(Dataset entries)
□ □ □ □ □

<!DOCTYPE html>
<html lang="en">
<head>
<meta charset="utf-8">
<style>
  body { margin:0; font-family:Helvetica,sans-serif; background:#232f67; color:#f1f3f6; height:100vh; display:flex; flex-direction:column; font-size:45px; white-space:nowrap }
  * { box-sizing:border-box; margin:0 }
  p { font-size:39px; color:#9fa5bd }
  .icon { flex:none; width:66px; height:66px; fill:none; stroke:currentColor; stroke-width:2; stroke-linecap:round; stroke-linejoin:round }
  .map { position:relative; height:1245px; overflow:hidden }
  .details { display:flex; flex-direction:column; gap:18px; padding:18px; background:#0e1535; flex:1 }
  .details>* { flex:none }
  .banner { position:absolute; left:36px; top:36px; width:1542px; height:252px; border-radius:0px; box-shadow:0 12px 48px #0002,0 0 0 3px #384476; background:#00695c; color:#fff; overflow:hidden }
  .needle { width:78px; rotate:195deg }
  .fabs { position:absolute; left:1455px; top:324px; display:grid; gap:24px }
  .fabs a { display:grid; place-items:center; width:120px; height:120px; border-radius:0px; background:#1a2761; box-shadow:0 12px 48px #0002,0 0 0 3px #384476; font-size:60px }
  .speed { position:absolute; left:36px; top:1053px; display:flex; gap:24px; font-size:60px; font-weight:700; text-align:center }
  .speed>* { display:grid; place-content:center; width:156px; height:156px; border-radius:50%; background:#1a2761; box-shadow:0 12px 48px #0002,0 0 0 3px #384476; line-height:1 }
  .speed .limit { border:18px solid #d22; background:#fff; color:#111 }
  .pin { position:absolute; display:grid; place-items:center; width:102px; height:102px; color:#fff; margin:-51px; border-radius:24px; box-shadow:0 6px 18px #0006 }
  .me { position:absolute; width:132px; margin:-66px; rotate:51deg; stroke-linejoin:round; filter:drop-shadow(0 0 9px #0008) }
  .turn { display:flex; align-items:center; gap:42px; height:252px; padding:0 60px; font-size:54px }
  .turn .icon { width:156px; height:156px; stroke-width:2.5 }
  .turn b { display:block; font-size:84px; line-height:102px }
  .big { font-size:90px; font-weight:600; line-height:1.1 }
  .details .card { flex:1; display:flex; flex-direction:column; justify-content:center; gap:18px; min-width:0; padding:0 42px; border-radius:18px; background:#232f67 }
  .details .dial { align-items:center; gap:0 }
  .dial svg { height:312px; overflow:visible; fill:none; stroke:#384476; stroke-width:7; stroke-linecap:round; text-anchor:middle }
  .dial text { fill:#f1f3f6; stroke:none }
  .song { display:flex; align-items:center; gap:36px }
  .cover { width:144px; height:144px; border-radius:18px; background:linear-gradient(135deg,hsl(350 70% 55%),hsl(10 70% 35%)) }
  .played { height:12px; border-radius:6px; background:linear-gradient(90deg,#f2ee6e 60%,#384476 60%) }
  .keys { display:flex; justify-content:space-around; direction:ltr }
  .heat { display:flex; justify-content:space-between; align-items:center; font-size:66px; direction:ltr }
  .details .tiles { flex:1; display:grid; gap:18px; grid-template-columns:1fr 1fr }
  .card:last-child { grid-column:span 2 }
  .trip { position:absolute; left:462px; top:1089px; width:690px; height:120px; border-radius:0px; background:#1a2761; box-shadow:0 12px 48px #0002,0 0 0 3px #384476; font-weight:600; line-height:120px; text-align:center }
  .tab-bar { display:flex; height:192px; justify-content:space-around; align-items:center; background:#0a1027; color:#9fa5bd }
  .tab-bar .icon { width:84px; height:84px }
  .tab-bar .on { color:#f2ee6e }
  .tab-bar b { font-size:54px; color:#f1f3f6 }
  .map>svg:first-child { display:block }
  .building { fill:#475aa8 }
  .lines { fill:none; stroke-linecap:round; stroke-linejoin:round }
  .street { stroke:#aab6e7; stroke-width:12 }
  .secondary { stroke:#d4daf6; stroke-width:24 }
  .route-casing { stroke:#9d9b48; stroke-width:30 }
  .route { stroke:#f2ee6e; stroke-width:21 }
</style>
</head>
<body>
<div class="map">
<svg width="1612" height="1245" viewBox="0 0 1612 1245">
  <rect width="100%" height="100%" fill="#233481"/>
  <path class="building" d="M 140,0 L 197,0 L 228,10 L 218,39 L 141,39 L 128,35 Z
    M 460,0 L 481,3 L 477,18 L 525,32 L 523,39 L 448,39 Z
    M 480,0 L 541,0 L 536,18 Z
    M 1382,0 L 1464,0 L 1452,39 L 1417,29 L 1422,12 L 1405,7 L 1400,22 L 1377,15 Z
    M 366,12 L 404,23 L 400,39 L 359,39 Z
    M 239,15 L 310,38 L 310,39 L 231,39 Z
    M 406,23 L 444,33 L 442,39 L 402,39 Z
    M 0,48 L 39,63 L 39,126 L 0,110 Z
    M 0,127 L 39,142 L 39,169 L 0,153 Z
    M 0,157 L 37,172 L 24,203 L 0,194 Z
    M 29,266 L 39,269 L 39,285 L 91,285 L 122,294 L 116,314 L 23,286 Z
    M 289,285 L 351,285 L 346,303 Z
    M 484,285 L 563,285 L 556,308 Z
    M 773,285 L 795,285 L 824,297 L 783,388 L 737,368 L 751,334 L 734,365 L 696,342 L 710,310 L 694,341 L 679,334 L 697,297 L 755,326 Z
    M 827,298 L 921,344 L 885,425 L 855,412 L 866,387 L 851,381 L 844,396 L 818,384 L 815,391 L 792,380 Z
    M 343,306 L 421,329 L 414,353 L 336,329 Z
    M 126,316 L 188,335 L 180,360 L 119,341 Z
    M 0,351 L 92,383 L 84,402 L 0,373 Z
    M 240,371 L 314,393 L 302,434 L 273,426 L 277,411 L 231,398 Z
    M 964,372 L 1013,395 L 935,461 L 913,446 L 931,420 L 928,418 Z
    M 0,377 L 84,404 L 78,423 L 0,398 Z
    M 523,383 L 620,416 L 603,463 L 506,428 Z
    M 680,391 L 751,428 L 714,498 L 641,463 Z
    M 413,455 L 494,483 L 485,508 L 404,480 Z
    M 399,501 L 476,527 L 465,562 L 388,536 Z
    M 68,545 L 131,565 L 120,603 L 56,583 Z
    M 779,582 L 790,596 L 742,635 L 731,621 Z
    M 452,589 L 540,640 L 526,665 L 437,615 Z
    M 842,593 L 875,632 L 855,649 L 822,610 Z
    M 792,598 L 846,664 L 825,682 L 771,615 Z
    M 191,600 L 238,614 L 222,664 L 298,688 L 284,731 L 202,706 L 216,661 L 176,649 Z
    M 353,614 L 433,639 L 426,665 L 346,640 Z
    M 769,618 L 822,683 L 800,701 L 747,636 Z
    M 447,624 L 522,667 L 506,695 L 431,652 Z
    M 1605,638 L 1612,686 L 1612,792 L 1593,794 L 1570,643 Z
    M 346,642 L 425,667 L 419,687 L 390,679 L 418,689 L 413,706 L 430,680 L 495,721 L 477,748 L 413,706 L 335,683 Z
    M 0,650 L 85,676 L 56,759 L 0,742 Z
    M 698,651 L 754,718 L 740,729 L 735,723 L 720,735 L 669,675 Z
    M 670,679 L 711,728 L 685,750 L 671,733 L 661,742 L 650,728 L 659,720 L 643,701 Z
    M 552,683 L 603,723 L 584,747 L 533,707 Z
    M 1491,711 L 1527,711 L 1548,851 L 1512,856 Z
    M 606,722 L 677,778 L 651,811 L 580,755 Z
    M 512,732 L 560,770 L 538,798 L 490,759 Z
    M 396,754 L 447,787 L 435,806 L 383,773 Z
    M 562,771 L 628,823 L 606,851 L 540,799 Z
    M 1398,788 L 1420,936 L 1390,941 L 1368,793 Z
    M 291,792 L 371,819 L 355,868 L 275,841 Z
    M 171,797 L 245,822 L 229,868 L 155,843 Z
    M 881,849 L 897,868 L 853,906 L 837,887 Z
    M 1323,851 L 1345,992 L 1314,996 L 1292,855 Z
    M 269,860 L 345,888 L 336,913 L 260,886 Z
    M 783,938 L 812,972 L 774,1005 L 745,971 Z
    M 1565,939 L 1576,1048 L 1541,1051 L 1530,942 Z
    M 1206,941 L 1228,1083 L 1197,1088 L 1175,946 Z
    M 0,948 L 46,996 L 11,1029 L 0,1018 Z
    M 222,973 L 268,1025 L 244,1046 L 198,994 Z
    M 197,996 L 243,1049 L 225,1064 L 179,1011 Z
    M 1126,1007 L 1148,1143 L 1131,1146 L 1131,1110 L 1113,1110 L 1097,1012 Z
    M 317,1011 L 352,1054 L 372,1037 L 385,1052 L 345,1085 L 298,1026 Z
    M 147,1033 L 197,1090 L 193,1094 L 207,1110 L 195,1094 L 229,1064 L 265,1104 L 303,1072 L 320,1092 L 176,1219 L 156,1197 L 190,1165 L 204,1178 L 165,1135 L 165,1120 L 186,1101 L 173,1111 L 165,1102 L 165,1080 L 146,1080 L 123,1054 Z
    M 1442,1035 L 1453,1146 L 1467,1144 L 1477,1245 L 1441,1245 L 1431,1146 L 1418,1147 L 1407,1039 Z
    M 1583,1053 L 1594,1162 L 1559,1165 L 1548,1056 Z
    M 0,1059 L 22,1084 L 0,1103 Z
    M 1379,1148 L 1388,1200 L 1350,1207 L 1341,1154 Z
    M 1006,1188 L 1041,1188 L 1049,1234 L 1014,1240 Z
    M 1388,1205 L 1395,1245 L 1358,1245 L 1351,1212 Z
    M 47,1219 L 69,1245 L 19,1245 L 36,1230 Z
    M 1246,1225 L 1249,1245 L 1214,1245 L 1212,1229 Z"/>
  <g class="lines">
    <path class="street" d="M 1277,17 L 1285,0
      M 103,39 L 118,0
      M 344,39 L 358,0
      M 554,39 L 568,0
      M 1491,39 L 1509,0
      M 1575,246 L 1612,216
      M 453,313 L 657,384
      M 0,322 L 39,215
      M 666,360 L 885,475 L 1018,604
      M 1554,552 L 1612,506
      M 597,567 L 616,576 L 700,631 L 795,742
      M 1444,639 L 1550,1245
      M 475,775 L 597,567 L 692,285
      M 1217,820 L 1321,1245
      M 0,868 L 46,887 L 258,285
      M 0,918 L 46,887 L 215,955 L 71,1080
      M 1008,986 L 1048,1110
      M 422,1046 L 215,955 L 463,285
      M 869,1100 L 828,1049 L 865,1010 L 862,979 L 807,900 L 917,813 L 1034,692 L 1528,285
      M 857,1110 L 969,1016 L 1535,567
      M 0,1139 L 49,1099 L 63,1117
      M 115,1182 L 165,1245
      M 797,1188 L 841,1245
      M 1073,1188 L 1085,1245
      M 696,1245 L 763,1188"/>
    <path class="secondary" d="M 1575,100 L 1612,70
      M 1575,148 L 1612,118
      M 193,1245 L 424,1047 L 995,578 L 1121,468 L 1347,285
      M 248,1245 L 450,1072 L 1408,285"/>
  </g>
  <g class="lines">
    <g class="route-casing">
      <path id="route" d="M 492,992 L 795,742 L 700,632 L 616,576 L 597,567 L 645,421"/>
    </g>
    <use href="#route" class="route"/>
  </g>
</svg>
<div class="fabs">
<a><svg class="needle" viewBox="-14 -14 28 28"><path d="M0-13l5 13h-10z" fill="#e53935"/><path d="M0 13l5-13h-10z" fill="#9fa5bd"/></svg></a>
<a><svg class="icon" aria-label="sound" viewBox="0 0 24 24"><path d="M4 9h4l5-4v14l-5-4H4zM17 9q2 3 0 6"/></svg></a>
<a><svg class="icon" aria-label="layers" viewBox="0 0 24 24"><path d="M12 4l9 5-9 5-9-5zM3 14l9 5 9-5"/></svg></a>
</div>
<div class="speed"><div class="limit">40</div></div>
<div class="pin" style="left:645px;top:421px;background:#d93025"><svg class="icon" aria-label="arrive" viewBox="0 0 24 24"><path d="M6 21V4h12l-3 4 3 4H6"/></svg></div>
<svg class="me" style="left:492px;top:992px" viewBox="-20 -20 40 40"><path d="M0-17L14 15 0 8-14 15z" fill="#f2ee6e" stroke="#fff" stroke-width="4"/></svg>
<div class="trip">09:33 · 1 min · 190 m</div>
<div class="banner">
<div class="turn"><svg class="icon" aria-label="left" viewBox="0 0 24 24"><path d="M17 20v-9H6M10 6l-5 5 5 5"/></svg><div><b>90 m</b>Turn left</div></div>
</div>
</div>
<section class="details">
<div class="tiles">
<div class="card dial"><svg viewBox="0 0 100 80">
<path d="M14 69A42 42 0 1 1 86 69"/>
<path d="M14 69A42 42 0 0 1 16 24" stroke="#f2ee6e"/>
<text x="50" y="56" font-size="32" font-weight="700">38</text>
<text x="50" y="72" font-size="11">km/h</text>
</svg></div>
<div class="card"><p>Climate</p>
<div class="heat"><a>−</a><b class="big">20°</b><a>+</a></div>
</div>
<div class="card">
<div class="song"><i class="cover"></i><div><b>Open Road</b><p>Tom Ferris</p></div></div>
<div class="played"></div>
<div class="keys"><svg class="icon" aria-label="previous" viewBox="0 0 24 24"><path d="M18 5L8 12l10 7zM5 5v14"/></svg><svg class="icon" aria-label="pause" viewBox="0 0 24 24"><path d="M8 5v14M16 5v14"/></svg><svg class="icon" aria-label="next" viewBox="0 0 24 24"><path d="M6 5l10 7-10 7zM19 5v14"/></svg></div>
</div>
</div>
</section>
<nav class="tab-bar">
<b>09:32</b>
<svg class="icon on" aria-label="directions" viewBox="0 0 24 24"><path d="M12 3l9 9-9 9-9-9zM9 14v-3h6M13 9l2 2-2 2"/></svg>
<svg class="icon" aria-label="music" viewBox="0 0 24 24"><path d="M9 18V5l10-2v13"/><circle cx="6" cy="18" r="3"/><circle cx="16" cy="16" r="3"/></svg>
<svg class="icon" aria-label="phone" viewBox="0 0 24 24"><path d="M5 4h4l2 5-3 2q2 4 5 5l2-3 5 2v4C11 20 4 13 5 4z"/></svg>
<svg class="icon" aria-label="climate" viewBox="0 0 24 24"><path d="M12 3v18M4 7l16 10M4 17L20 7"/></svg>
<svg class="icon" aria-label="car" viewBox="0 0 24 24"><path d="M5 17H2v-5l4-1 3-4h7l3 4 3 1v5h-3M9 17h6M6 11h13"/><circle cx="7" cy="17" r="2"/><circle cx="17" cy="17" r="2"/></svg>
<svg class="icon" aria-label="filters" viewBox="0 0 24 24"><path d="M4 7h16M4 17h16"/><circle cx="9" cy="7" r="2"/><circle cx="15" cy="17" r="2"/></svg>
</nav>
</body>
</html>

□ □ □ □ □

§ **Task**: The reply should consist solely of the lines of the data, exact, from the opening line through the line with "display:grid; place-content:center; width:156px;", inclusive.

§ **Finished exercise**:
<!DOCTYPE html>
<html lang="en">
<head>
<meta charset="utf-8">
<style>
  body { margin:0; font-family:Helvetica,sans-serif; background:#232f67; color:#f1f3f6; height:100vh; display:flex; flex-direction:column; font-size:45px; white-space:nowrap }
  * { box-sizing:border-box; margin:0 }
  p { font-size:39px; color:#9fa5bd }
  .icon { flex:none; width:66px; height:66px; fill:none; stroke:currentColor; stroke-width:2; stroke-linecap:round; stroke-linejoin:round }
  .map { position:relative; height:1245px; overflow:hidden }
  .details { display:flex; flex-direction:column; gap:18px; padding:18px; background:#0e1535; flex:1 }
  .details>* { flex:none }
  .banner { position:absolute; left:36px; top:36px; width:1542px; height:252px; border-radius:0px; box-shadow:0 12px 48px #0002,0 0 0 3px #384476; background:#00695c; color:#fff; overflow:hidden }
  .needle { width:78px; rotate:195deg }
  .fabs { position:absolute; left:1455px; top:324px; display:grid; gap:24px }
  .fabs a { display:grid; place-items:center; width:120px; height:120px; border-radius:0px; background:#1a2761; box-shadow:0 12px 48px #0002,0 0 0 3px #384476; font-size:60px }
  .speed { position:absolute; left:36px; top:1053px; display:flex; gap:24px; font-size:60px; font-weight:700; text-align:center }
  .speed>* { display:grid; place-content:center; width:156px; height:156px; border-radius:50%; background:#1a2761; box-shadow:0 12px 48px #0002,0 0 0 3px #384476; line-height:1 }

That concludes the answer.